Task prompt:
Without the pictures, return each record as it appears.

[Data extracted from a collection]
+++++
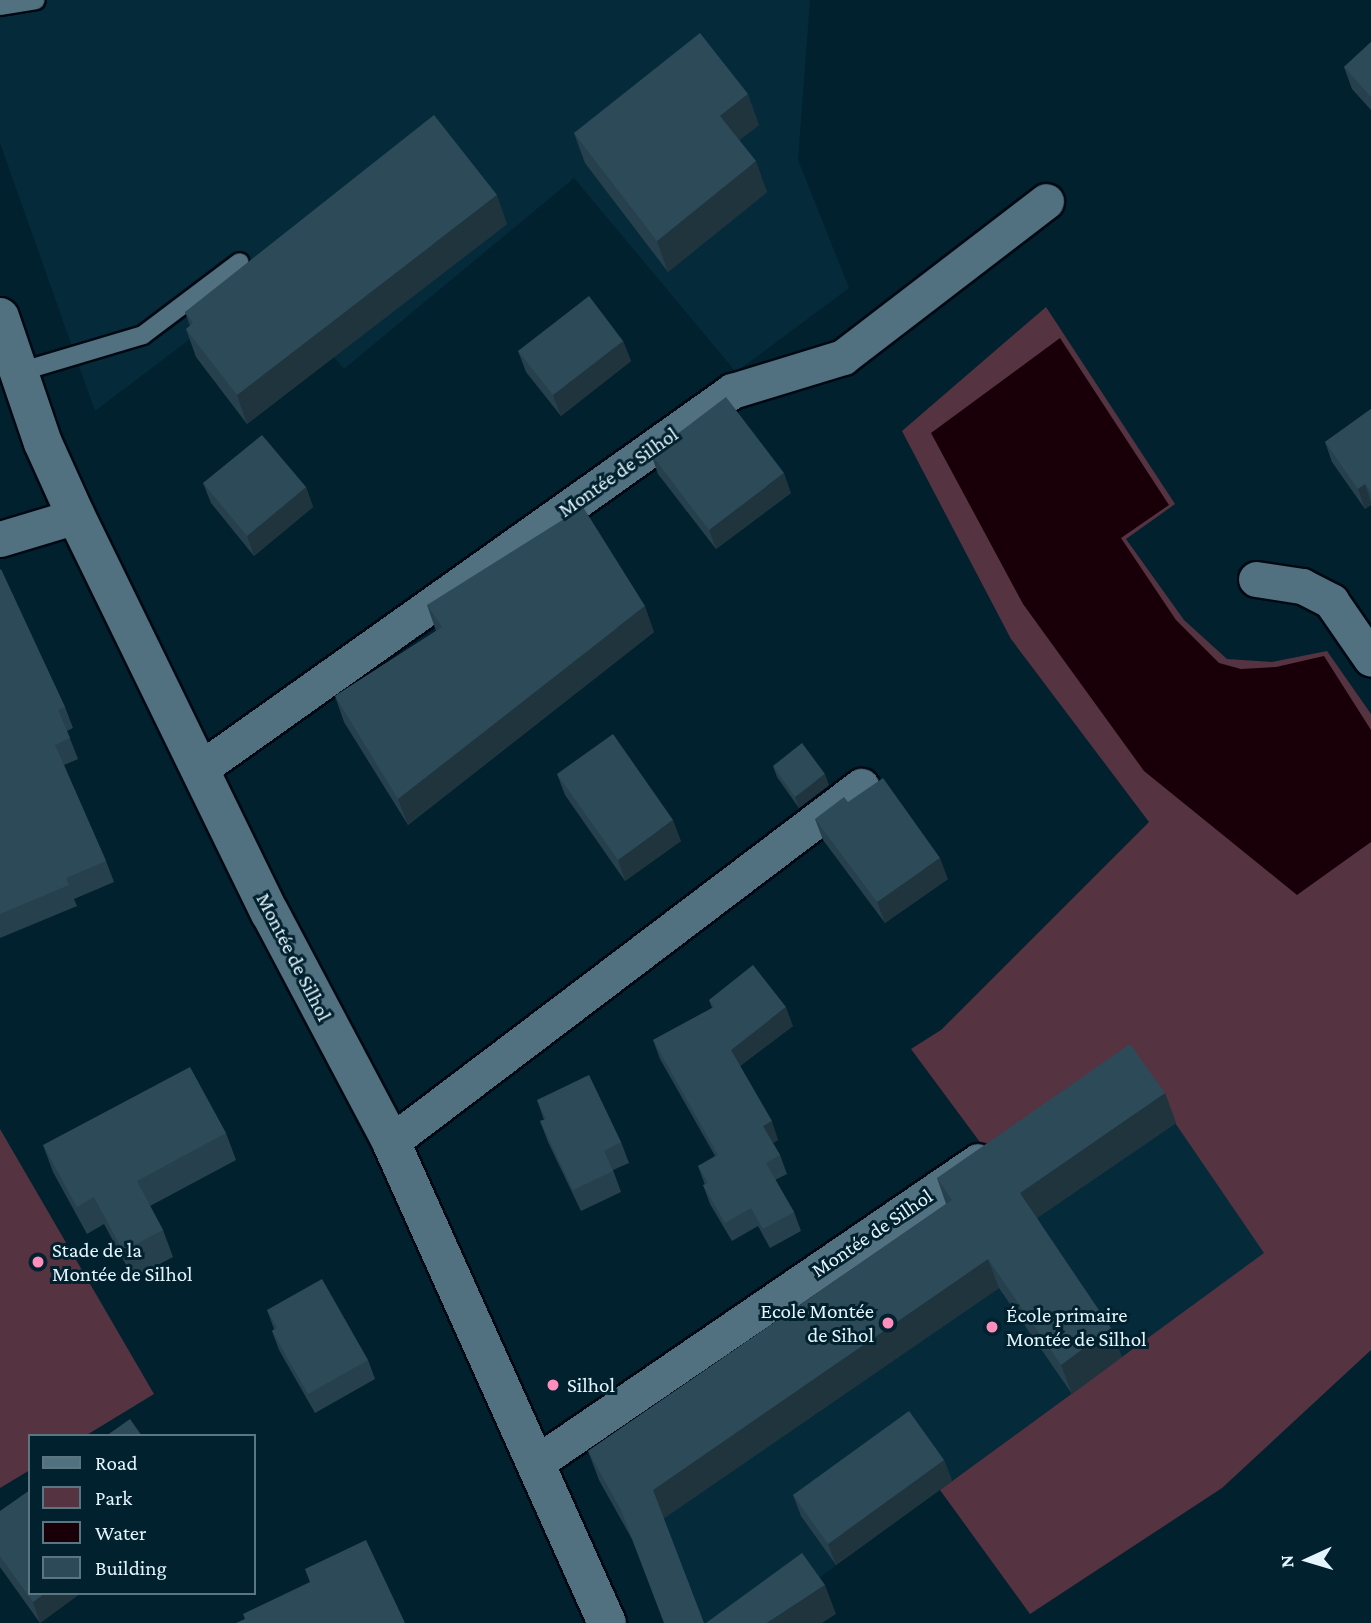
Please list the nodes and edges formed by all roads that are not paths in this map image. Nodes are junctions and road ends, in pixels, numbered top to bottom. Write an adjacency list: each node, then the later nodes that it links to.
1 (36, 0): 2 (lane)
2 (0, 6)
3 (1046, 201): 11 (street, Montée de Silhol)
4 (240, 262): 6 (lane)
5 (0, 317): 6 (main road, Montée de Silhol)
6 (19, 372): 7 (main road, Montée de Silhol)
7 (76, 516): 8 (street); 11 (main road, Montée de Silhol)
8 (0, 539)
9 (1256, 579): 10 (street)
10 (1371, 659)
11 (200, 769): 14 (main road, Montée de Silhol)
12 (861, 786): 14 (street)
13 (1009, 1139): 15 (street, Montée de Silhol)
14 (391, 1142): 15 (main road, Montée de Silhol)
15 (536, 1463): 16 (main road, Montée de Silhol)
16 (607, 1623)

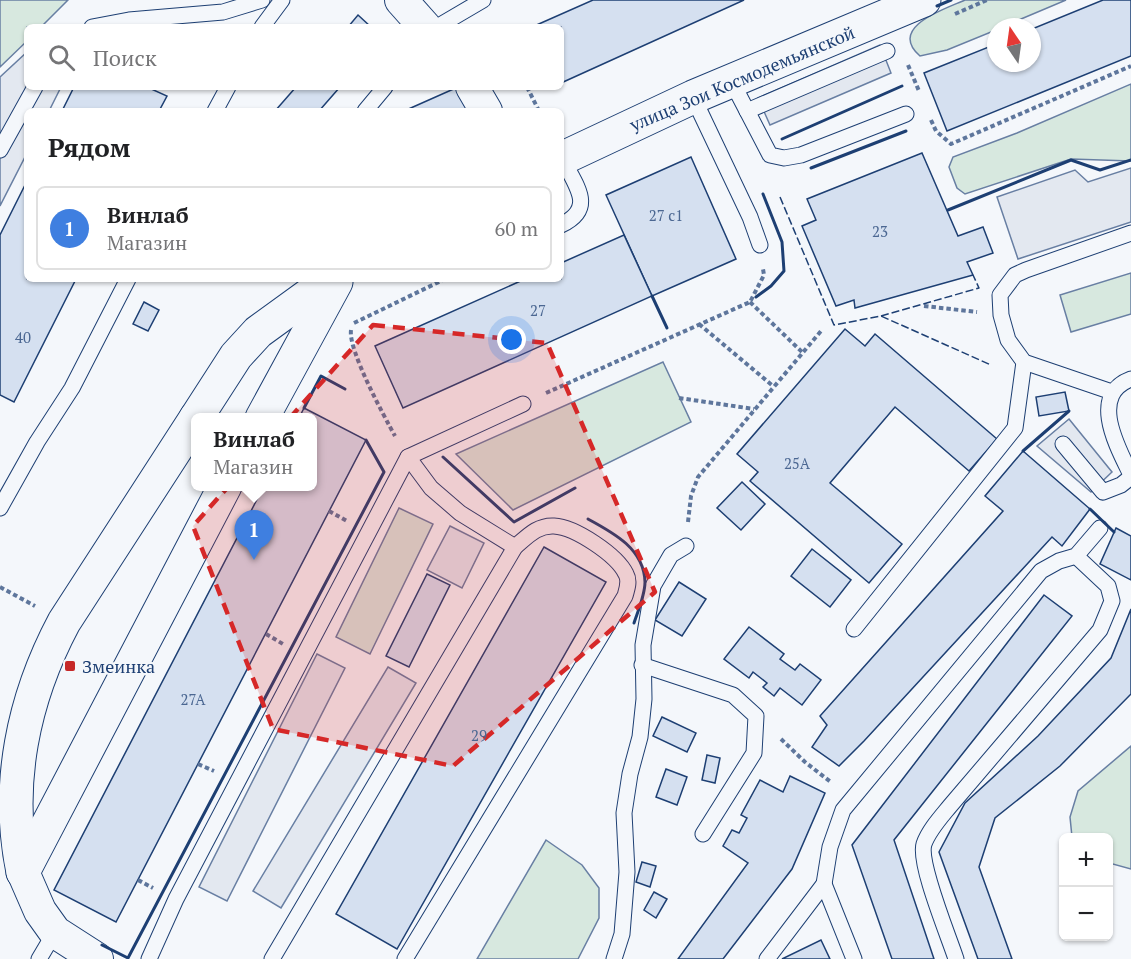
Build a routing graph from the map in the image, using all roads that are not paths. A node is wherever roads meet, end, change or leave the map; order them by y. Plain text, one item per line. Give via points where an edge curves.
+++++
Result below:
Please list the nodes and edges formed by all roads that are not paths in this map image. Nodes are junctions and road ends, in pixels, numbered top to bottom. Write an adjacency list: each node, then the later nodes that it links to.
1 (36, 0): 2 (lane)
2 (0, 6)
3 (1046, 201): 11 (street, Montée de Silhol)
4 (240, 262): 6 (lane)
5 (0, 317): 6 (main road, Montée de Silhol)
6 (19, 372): 7 (main road, Montée de Silhol)
7 (76, 516): 8 (street); 11 (main road, Montée de Silhol)
8 (0, 539)
9 (1256, 579): 10 (street)
10 (1371, 659)
11 (200, 769): 14 (main road, Montée de Silhol)
12 (861, 786): 14 (street)
13 (1009, 1139): 15 (street, Montée de Silhol)
14 (391, 1142): 15 (main road, Montée de Silhol)
15 (536, 1463): 16 (main road, Montée de Silhol)
16 (607, 1623)

Build a routing graph from the map in the image, using all roads that are not paths. A node is wherever roads meet, end, change or leave the map; order them by y. Plain text, one item per line. Give via points where an edge curves.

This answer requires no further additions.